== WHAT YOU ARE ASKED TO DO ==
All lines below between the line with "middle dip: (261, 179)" and the line with "Left hand at", including both, must be copied exactly, and the pictures must be omitted.

Images with bounding boxes:
# # # #
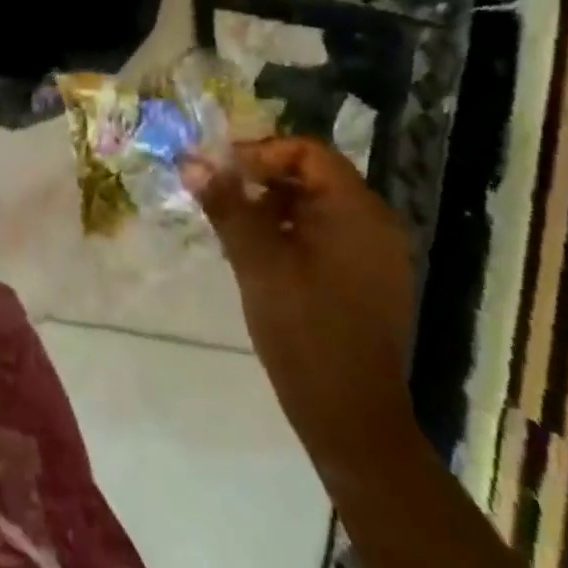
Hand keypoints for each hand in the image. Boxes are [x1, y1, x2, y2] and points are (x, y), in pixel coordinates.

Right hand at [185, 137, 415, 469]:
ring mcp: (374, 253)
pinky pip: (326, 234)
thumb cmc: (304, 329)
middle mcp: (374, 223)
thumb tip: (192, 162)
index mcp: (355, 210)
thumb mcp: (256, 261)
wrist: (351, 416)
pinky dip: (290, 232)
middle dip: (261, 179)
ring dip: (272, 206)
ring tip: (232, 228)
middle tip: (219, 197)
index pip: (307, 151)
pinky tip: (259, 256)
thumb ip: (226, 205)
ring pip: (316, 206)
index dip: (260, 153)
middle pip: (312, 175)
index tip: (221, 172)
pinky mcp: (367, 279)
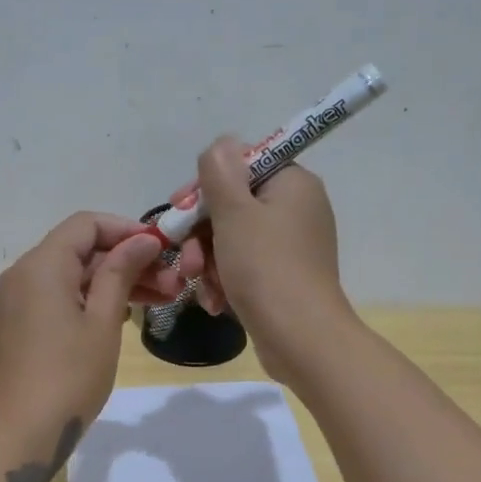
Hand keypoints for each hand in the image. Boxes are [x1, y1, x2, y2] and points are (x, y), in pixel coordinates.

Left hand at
# # # #
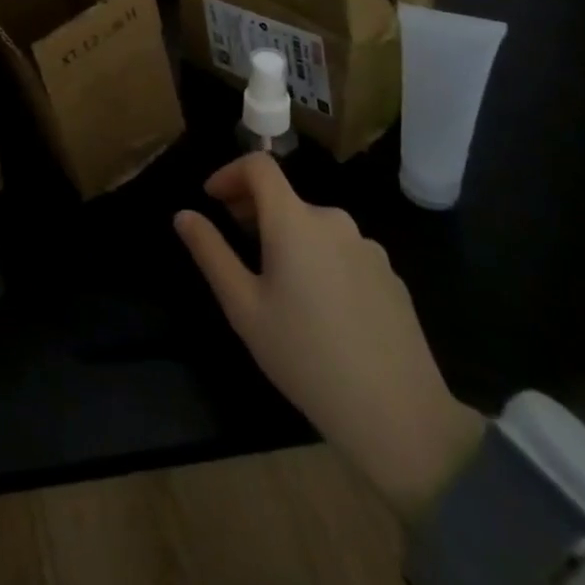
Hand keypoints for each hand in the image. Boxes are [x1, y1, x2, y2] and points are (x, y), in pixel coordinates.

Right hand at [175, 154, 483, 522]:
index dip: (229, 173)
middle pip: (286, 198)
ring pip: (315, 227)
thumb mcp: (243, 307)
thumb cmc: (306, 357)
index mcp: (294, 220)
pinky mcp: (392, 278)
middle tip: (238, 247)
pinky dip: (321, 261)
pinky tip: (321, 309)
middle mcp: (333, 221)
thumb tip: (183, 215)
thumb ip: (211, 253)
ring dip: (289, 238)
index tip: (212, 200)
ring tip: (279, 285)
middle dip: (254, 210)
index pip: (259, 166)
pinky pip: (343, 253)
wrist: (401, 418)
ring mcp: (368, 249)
# # # #
== ANSWER AREA ==
middle dip: (261, 179)
ring dip: (272, 206)
ring tip: (232, 228)
middle tip: (219, 197)
index pip: (307, 151)
pinky tip: (259, 256)
thumb ip: (226, 205)
ring pip: (316, 206)
index dip: (260, 153)
middle pip: (312, 175)
index tip: (221, 172)
pinky mcp: (367, 279)
Hand keypoints for each hand in the image. Boxes are [x1, y1, x2, y2] and points are (x, y), in pixel coordinates.

Left hand at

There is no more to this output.